Each entry must appear in the answer exactly as written.

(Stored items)
Start of Block
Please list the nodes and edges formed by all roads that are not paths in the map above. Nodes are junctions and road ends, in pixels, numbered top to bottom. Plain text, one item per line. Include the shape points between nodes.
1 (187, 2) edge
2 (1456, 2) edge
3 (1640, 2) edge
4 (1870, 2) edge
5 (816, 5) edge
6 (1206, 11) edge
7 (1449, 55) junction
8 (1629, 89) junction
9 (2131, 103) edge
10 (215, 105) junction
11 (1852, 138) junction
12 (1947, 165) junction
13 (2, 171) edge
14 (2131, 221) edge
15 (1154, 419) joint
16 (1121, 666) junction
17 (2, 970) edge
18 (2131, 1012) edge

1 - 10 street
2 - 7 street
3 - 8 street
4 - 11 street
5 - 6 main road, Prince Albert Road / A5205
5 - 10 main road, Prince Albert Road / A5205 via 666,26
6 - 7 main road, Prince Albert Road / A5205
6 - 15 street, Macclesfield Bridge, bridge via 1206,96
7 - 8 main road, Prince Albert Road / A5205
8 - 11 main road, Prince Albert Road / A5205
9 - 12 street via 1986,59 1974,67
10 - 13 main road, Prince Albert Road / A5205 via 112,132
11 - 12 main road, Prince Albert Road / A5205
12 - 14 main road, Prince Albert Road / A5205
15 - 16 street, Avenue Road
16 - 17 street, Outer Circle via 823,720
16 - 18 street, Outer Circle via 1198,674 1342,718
End of Block
## Response box
Please list the nodes and edges formed by all roads that are not paths in the map above. Nodes are junctions and road ends, in pixels, numbered top to bottom. Plain text, one item per line. Include the shape points between nodes.
1 (187, 2) edge
2 (1456, 2) edge
3 (1640, 2) edge
4 (1870, 2) edge
5 (816, 5) edge
6 (1206, 11) edge
7 (1449, 55) junction
8 (1629, 89) junction
9 (2131, 103) edge
10 (215, 105) junction
11 (1852, 138) junction
12 (1947, 165) junction
13 (2, 171) edge
14 (2131, 221) edge
15 (1154, 419) joint
16 (1121, 666) junction
17 (2, 970) edge
18 (2131, 1012) edge

1 - 10 street
2 - 7 street
3 - 8 street
4 - 11 street
5 - 6 main road, Prince Albert Road / A5205
5 - 10 main road, Prince Albert Road / A5205 via 666,26
6 - 7 main road, Prince Albert Road / A5205
6 - 15 street, Macclesfield Bridge, bridge via 1206,96
7 - 8 main road, Prince Albert Road / A5205
8 - 11 main road, Prince Albert Road / A5205
9 - 12 street via 1986,59 1974,67
10 - 13 main road, Prince Albert Road / A5205 via 112,132
11 - 12 main road, Prince Albert Road / A5205
12 - 14 main road, Prince Albert Road / A5205
15 - 16 street, Avenue Road
16 - 17 street, Outer Circle via 823,720
16 - 18 street, Outer Circle via 1198,674 1342,718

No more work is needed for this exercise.